Les dysfonctionnements du mode de production et des relations de travail au Japon ont été mis en évidence à travers plusieurs scandales qui ont profondément bouleversé l’image de perfection et d’efficacité de l’archipel1. L’accident nucléaire de Fukushima et plus encore sa gestion catastrophique par la société Tepco sont un symbole de ces dysfonctionnements qui ont jeté le doute sur l’ensemble de l’industrie nucléaire au Japon et à l’étranger2. La confusion de la chaîne de gestion des crises, le manque d’indépendance de la vérification de la sûreté nucléaire, la crainte de prendre des décisions radicales dans l’urgence et l’absence de transparence font partie des éléments qui ont contribué à aggraver les conséquences de l’accident provoqué par le tsunami.
À un niveau moins dramatique, les ennuis technologiques de plusieurs entreprises japonaises ont également nui à l’image de l’économie au Japon. Comme en Allemagne, le fleuron des entreprises du secteur automobile, Mazda, Nissan, Subaru, Suzuki, Toyota et Yamaha, a été accusé d’avoir falsifié des tests de consommation d’essence et de pollution. Kobe Steel a également été incriminé pour avoir diffusé des informations erronées sur ses matériaux afin de remporter des marchés spécifiques, et le sous-traitant Takata, principal fabricant d’airbags au Japon, a fait faillite, responsable du rappel de dizaines de milliers de véhicules exportés. Quant à l’entreprise Toyota, elle a procédé en 2018 à un remaniement de sa direction pour tenter de reconstruire son image écornée d’entreprise de haute qualité.

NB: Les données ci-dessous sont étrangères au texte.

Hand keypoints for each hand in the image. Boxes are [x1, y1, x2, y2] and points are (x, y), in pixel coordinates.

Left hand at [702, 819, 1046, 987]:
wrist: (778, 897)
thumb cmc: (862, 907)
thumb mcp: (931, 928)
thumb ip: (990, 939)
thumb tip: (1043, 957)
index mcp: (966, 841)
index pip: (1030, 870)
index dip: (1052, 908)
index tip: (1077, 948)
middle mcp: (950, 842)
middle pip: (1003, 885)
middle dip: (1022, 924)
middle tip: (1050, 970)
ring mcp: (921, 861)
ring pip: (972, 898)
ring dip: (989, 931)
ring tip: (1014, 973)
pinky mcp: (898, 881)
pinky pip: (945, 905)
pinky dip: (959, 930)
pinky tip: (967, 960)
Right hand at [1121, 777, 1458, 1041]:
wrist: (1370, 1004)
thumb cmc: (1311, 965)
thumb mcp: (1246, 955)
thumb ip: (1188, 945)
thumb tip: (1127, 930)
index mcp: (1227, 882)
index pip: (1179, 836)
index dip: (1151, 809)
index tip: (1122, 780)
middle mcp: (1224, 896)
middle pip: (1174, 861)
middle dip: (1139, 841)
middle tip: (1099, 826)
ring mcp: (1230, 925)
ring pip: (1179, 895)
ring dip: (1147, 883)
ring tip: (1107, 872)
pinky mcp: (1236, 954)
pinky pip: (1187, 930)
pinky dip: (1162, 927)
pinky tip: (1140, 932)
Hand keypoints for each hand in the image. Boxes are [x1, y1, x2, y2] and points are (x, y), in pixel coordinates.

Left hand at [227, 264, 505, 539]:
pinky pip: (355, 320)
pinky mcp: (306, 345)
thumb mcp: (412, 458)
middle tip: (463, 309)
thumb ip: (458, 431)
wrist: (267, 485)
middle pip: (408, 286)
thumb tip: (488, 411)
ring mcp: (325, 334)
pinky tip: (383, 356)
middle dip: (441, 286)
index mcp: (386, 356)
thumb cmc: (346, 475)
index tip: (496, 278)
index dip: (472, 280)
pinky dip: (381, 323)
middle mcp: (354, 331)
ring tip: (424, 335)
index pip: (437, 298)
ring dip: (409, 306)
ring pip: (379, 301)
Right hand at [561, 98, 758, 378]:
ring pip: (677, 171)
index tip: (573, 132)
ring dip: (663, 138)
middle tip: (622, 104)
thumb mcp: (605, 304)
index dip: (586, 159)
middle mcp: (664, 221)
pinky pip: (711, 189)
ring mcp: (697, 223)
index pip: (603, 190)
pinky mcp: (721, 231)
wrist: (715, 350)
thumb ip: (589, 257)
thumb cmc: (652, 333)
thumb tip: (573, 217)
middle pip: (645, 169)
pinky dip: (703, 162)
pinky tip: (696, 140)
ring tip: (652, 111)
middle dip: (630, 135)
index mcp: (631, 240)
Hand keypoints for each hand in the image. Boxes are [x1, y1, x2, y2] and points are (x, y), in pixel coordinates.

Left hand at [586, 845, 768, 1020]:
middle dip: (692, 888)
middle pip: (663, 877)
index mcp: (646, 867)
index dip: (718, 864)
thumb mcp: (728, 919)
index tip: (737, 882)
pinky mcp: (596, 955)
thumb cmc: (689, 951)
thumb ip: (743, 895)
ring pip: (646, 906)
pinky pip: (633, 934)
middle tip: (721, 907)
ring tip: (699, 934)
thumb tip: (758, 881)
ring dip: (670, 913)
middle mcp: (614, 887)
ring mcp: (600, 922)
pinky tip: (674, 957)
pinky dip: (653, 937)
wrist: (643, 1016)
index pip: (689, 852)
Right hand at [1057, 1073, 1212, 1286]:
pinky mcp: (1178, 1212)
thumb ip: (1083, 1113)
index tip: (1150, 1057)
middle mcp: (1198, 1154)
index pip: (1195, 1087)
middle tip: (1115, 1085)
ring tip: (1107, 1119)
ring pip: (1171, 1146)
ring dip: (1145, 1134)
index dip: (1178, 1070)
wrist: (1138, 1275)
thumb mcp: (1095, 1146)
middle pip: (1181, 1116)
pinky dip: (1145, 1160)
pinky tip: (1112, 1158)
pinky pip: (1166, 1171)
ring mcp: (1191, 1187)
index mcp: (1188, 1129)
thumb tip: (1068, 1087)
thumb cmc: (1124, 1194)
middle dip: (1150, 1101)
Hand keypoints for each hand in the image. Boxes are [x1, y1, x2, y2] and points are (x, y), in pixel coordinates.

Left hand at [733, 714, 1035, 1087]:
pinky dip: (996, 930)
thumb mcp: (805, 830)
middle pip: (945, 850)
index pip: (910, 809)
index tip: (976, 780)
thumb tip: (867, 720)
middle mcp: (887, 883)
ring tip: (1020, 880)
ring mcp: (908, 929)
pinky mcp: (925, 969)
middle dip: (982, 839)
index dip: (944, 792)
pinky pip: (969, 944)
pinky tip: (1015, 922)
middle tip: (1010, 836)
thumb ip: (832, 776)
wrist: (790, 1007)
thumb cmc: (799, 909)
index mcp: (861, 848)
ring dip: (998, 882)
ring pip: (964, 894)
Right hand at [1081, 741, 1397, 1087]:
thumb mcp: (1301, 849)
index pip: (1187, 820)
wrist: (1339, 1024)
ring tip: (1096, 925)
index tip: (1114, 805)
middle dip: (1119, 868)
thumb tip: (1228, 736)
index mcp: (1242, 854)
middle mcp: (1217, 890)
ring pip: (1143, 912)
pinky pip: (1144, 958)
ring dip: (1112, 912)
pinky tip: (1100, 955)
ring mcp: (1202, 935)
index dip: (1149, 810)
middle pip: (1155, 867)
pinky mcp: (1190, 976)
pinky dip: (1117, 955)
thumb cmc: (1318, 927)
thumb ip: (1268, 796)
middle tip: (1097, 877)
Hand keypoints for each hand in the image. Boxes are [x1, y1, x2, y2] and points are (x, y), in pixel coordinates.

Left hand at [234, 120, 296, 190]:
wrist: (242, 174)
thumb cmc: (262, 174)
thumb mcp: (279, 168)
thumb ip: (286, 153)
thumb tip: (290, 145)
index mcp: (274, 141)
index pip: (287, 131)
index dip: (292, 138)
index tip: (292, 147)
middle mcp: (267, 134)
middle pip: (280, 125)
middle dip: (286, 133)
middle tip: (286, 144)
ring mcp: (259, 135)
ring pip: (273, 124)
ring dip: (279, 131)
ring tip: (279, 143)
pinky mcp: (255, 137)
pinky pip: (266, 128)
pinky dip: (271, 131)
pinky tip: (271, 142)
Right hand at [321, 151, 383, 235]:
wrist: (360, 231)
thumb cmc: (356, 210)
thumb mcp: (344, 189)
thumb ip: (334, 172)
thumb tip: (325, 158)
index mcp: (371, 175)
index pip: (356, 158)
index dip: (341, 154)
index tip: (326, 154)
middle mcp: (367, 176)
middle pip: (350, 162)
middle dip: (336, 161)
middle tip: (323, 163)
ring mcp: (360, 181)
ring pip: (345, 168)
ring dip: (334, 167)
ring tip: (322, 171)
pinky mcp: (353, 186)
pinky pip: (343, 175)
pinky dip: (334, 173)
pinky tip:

La notion de qualité est en effet un élément essentiel du système de production japonais. Avant l’industrialisation, la tradition de l’artisanat mettait l’accent sur la perfection du geste et la qualité des produits. Par ailleurs le consommateur japonais est particulièrement exigeant, rejetant tout ce qui ne serait pas bien fabriqué ou peu pratique. Le toyotisme a longtemps été le symbole de cette qualité appliquée à l’industrie, autorisant les constructeurs japonais à offrir des garanties plus longues que leurs concurrents.
Pourtant, c’est en appliquant les théories d’un Américain, W. Edwards Deming, que les entreprises japonaises d’après guerre ont reconstruit un modèle industriel original fondé sur la réduction du gaspillage, la recherche d’une qualité optimale tout au long de la chaîne de production, le souci de l’excellence et du perfectionnement (改善, kaizen) et l’intégration des équipes, de l’ouvrier aux ingénieurs. L’objectif était de privilégier des produits totalement fiables et durables, aux dépens du prix. Ces principes sont moins adaptés aux économies stagnantes, au Japon comme en Occident, ou aux marchés des pays émergents pour qui le coût est un facteur décisif. Ils sont également moins adaptés à des sociétés de surconsommation dans lesquelles l’obsolescence programmée tire la croissance.
Pourtant, le principe de qualité n’a pas disparu des mentalités japonaises. Si la production de masse a été délocalisée, les principes de contrôle de qualité des produits importés l’ont été aussi et la multiplication des magasins à bon marché « 100 Yen Shops » dans l’archipel n’empêche pas le maintien d’un niveau de qualité des produits offerts plus élevé qu’ailleurs.